Saturday, July 09, 2005

learning curve never stops

well big life lessons are happening these days. God is showing me what i already know to be true but gap out on frequently: He can be trusted :)

how great to have such a patient God to love and teach me. i want to be like that too. a safe and patient person to trust...for diedre and derek and anyone else in my life.

today was a great day. a family day. a challenging day.

peace

Wednesday, July 06, 2005

2 hours til bed

i have a fairly relaxed style of parenting...diedre is the boss and so i pretty much just respond to her cues. so that means, tonight at 4.30 when she was really fussy and wanted to sleep, i helped her go to sleep. then she woke up by 7.30 and i had to help her go to sleep again for a couple of hours. it was very tiring, my back hurts from bouncing/rocking her...but i don't regret it. i like holding her. she is so precious and so nice to look at. i am planning to try to teach her how to go to bed by herself when she is closer to 6 months old. not far off yet.

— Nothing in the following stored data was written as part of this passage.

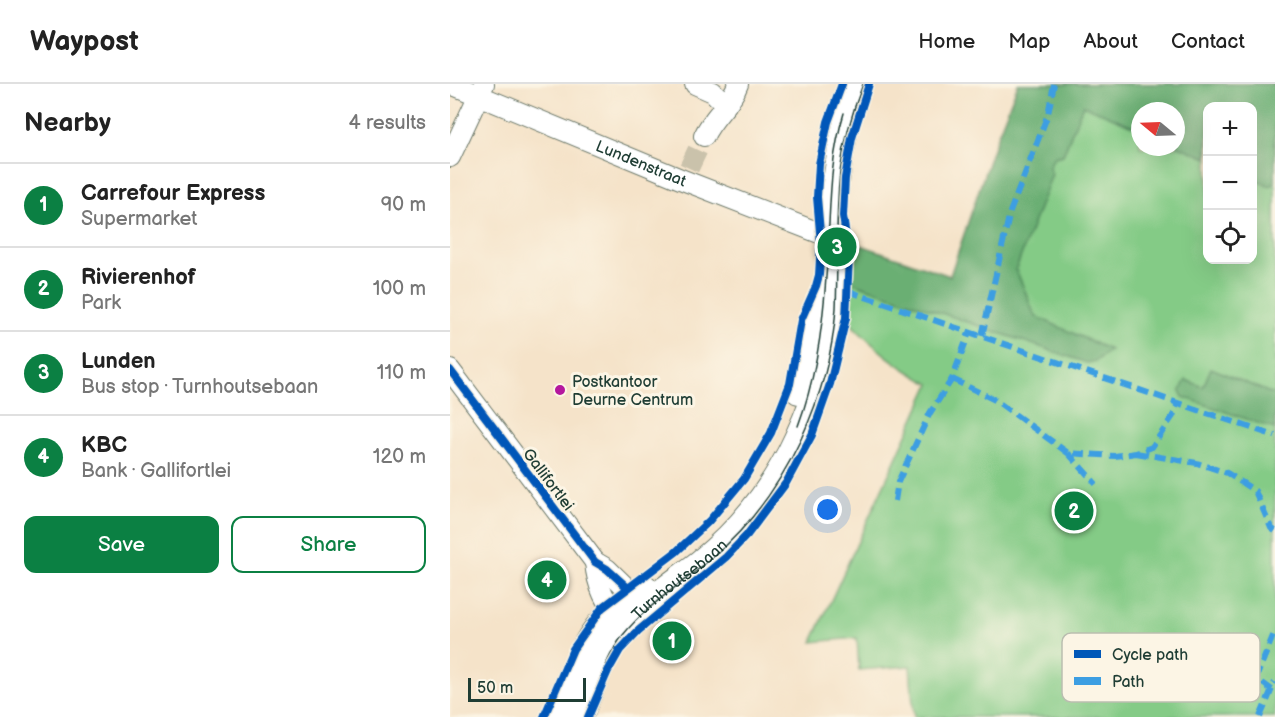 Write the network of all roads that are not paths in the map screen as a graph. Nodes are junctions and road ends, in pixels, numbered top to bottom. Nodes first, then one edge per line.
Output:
1 (451, 84) edge
2 (695, 84) edge
3 (738, 84) edge
4 (858, 84) edge
5 (481, 90) edge
6 (726, 105) junction
7 (704, 136) tunnel mouth
8 (450, 158) edge
9 (832, 238) junction
10 (450, 370) edge
11 (595, 562) junction
12 (640, 601) junction
13 (619, 618) junction
14 (555, 717) edge
15 (579, 717) edge

1 - 5 street, Lundenstraat
2 - 6 street
3 - 6 street
4 - 9 main road, Turnhoutsebaan
5 - 8 street
5 - 9 street, Lundenstraat
6 - 7 street
9 - 12 main road, Turnhoutsebaan
10 - 11 street, Gallifortlei
11 - 12 street, Gallifortlei
11 - 13 street, Gallifortlei
12 - 13 main road, Turnhoutsebaan
13 - 14 main road, Turnhoutsebaan
13 - 15 main road, Turnhoutsebaan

i am so insecure sometimes that when people say "oh, you do that??" or if i hear them bad mouth people who have to rock their babies to sleep, i feel bad, like i'm doing something wrong. its amazing how as a new parent, i was totally inexperienced with babies but i had to learn to listen to some people/advice and let other stuff go.

it is the ultimate test for a people pleaser. there will ALWAYS be someone who disagrees or disapproves--and thats exactly what my personality hates. i want everyone to like me, respect me, support me. but it can never be that way. so fending off my inner thoughts and deprecations is totally necessary so i can focus what diedre actually needs from me. i say that diedre is the boss now, and although it can be hard sometimes, i love my new boss, she's the greatest.

peace

Thursday, June 30, 2005

its been some time

A Call to Holy Living
1 peter 1.13 So think clearly and exercise self-control. Look forward to the special blessings that will come to you at the return of Jesus Christ. 14 Obey God because you are his children. Don't slip back into your old ways of doing evil; you didn't know any better then. 15 But now you must be holy in everything you do, just as God--who chose you to be his children--is holy. 16For he himself has said, "You must be holy because I am holy."

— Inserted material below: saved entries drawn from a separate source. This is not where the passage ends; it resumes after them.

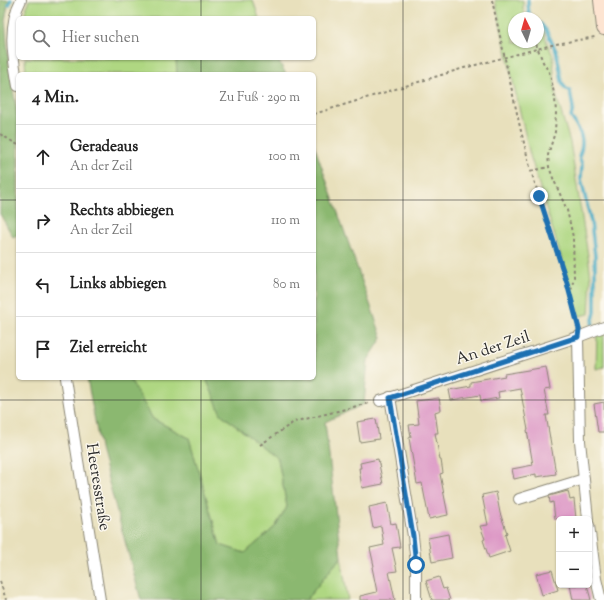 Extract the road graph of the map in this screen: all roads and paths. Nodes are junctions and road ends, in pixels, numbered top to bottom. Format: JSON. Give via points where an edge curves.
{"nodes":[{"id":1,"x":21,"y":0,"type":"edge"},
{"id":2,"x":492,"y":0,"type":"edge"},
{"id":3,"x":601,"y":0,"type":"edge"},
{"id":4,"x":601,"y":32,"type":"edge"},
{"id":5,"x":538,"y":49,"type":"junction"},
{"id":6,"x":505,"y":58,"type":"junction"},
{"id":7,"x":16,"y":72,"type":"edge"},
{"id":8,"x":316,"y":113,"type":"edge"},
{"id":9,"x":0,"y":134,"type":"edge"},
{"id":10,"x":16,"y":144,"type":"edge"},
{"id":11,"x":549,"y":167,"type":"junction"},
{"id":12,"x":531,"y":171,"type":"junction"},
{"id":13,"x":570,"y":296,"type":"junction"},
{"id":14,"x":604,"y":327,"type":"edge"},
{"id":15,"x":578,"y":337,"type":"junction"},
{"id":16,"x":65,"y":380,"type":"edge"},
{"id":17,"x":390,"y":398,"type":"junction"},
{"id":18,"x":380,"y":401,"type":"joint"},
{"id":19,"x":260,"y":445,"type":"dead end"},
{"id":20,"x":584,"y":479,"type":"junction"},
{"id":21,"x":519,"y":499,"type":"dead end"},
{"id":22,"x":588,"y":516,"type":"edge"},
{"id":23,"x":592,"y":548,"type":"edge"},
{"id":24,"x":0,"y":581,"type":"edge"},
{"id":25,"x":6,"y":600,"type":"edge"},
{"id":26,"x":100,"y":600,"type":"edge"},
{"id":27,"x":416,"y":600,"type":"edge"},
{"id":28,"x":601,"y":600,"type":"edge"}],
"edges":[{"from":1,"to":7,"type":"street","via":[[14,21],[12,42]]},
{"from":2,"to":6,"type":"path"},
{"from":3,"to":4,"type":"street"},
{"from":4,"to":5,"type":"path"},
{"from":5,"to":6,"type":"path"},
{"from":5,"to":11,"type":"path","via":[[550,74],[555,98],[555,132],[548,156]]},
{"from":6,"to":8,"type":"path"},
{"from":6,"to":12,"type":"path"},
{"from":9,"to":10,"type":"path"},
{"from":11,"to":12,"type":"path"},
{"from":11,"to":13,"type":"path","via":[[567,210],[573,237],[574,277]]},
{"from":12,"to":13,"type":"path"},
{"from":13,"to":15,"type":"path","via":[[579,329]]},
{"from":14,"to":15,"type":"street","name":"An der Zeil"},
{"from":15,"to":17,"type":"street","name":"An der Zeil"},
{"from":15,"to":20,"type":"street","via":[[580,441]]},
{"from":16,"to":26,"type":"street","name":"Heeresstraße"},
{"from":17,"to":18,"type":"street","name":"An der Zeil"},
{"from":17,"to":27,"type":"street","via":[[413,536]]},
{"from":18,"to":19,"type":"path","via":[[294,422]]},
{"from":20,"to":21,"type":"street"},
{"from":20,"to":22,"type":"street"},
{"from":23,"to":28,"type":"street"},
{"from":24,"to":25,"type":"path"}]}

i've been really struggling with an old issue...that of over eating and body image. i think its really important now that i have a daughter to really get a handle on these things. i want to teach healthy body image and healthy eating. not gorge and guilt. so i asked God to please help me with this. i learned how to eat well and think right about myself and food, now i need help again. thank you that my value is not in these things.